Per quasi venti anni, fra il 1990 e il 2009, non si è più scavato a Vetulonia. Il lavoro degli archeologi è ancora infinito sulla collina della vecchia Colonna di Buriano, ma spesso deve affrontare difficoltà a volte insuperabili. Solo nel 2009, larcheologa Simona Rafanelli, direttrice del museo di Vetulonia, decide che è ora di rompere ogni indugio e convince la soprintendenza a riprendere gli scavi là dove si era fermato Falchi a fine '800 e dove non si erano spinte le ricerche degli anni '80 del secolo scorso.

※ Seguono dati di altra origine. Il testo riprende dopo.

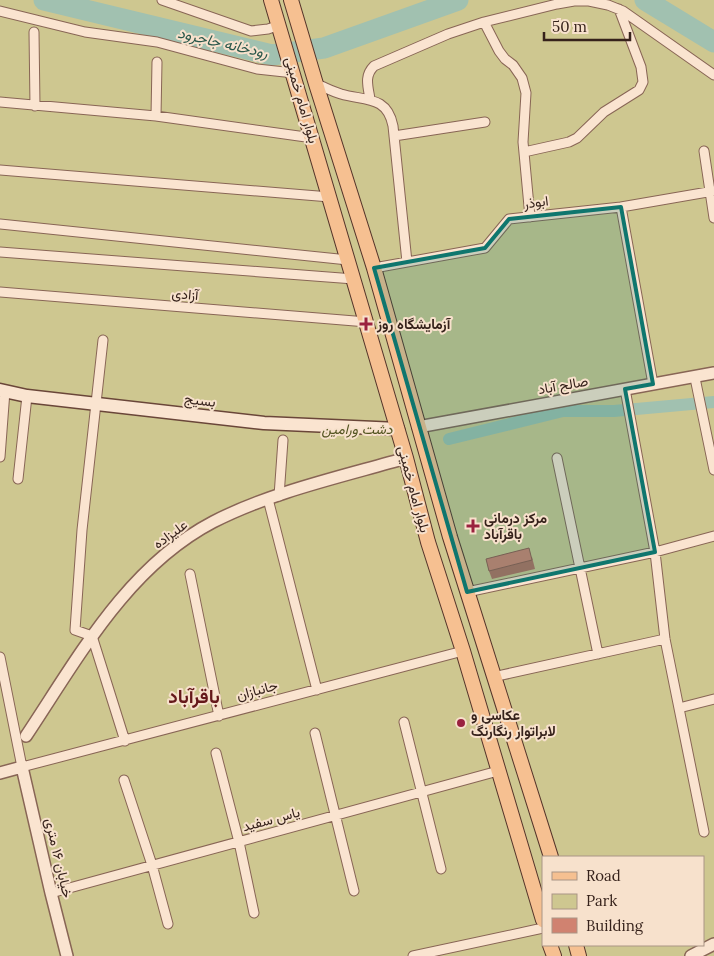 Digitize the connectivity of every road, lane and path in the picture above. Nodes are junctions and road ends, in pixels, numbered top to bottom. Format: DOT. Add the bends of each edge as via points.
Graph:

La riapertura delle operazioni di scavo nel quartiere etrusco-romano della città di Vetulonia, in località Poggiarello Renzetti, ha riportato alla luce parte di una grande domus urbana, del III secolo avanti Cristo, articolata, nel settore orientale, in un'area riservata allo stoccaggio delle riserve alimentari, custodite entro grandi orci (dolia) rinvenuti in posto ancora in piedi e in anfore vinarie e olearie, e forse alla produzione di alimenti specifici, funzionali all'economia domestica, come sembra suggerire il piccolo ambiente lastricato in pietra destinato presumibilmente alla lavorazione delle olive.
Nell'area occidentale della domus, si sviluppava invece il settore residenziale e di rappresentanza, comprendente un vano rettangolare che conserva intatto il piano pavimentale in coccio pesto. La qualità degli arredi marmorei recuperati, unitamente a quella degli intonaci dipinti sulle pareti ed alla tipologia della pavimentazione, concorre ad evidenziare un ruolo di rilievo dell'ambiente all'interno della casa, presumibilmente identificabile con quello del triclinium, ove i signori della domus si ritrovavano a consumare i pasti distesi sui letti conviviali (klinai).

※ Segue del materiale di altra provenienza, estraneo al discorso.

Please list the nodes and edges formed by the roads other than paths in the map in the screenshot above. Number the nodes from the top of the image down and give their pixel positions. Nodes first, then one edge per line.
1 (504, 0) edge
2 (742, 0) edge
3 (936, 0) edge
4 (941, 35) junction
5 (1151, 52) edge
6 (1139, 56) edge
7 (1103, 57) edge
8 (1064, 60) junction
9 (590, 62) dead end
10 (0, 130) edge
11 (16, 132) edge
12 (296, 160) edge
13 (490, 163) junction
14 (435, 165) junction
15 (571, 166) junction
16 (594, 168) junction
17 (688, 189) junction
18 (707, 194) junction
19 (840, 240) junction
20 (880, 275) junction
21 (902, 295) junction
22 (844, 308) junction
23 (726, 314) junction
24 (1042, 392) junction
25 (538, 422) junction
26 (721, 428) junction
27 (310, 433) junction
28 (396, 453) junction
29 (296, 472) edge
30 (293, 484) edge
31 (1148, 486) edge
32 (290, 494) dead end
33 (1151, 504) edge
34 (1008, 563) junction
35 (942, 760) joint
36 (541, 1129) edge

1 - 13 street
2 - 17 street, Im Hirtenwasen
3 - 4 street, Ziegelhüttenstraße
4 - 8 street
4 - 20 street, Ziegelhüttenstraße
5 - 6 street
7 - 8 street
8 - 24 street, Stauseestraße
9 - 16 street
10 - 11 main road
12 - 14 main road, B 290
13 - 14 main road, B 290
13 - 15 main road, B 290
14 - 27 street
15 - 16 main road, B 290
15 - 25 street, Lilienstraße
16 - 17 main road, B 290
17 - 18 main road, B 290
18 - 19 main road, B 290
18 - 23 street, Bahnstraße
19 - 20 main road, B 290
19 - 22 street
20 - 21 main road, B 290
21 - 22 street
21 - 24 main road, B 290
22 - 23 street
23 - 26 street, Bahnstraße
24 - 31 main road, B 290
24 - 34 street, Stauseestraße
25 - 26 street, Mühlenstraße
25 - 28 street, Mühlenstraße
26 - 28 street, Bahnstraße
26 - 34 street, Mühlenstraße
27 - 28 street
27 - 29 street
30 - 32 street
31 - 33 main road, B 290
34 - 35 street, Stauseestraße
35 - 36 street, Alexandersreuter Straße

Adiacente ad esso, e quindi integrato nella parte residenziale dell'abitazione, si estende un ampio vano interpretabile come un ambiente di prestigio e di rappresentanza, il possibile tablinum, caratterizzato dall'occorrenza di un rivestimento pittorico assimilabile, nell'ornato, ad una sorta di primo stile pompeiano e di un piano pavimentale in opus signinum caratterizzato dalla ricercatezza degli elementi decorativi, ottenuta mediante l'inserimento nella trama del battuto in coccio pesto di tesserine di colore bianco e grigio scuro disposte a comporre motivi geometrici. Il vano sembra far sistema con uno spazio antistante, candidato a rivestire la funzione di atrium della domus affacciata sulla via dei Ciclopi, parallela nell'andamento alla cosiddetta via Ripida sulla quale si apre la cosiddetta domus di Medea. Il materiale ad oggi recuperato nel riempimento dei vani riportati in luce, databile fra il III ed il I secolo a.C., consente di fissare la data di distruzione della domus nei primi decenni del I secolo a.C., forse in concomitanza con le azioni di rappresaglia operate da Silla ai danni delle città etrusche che si erano schierate con Mario, all'indomani della vittoria riportata sugli eserciti di quest'ultimo.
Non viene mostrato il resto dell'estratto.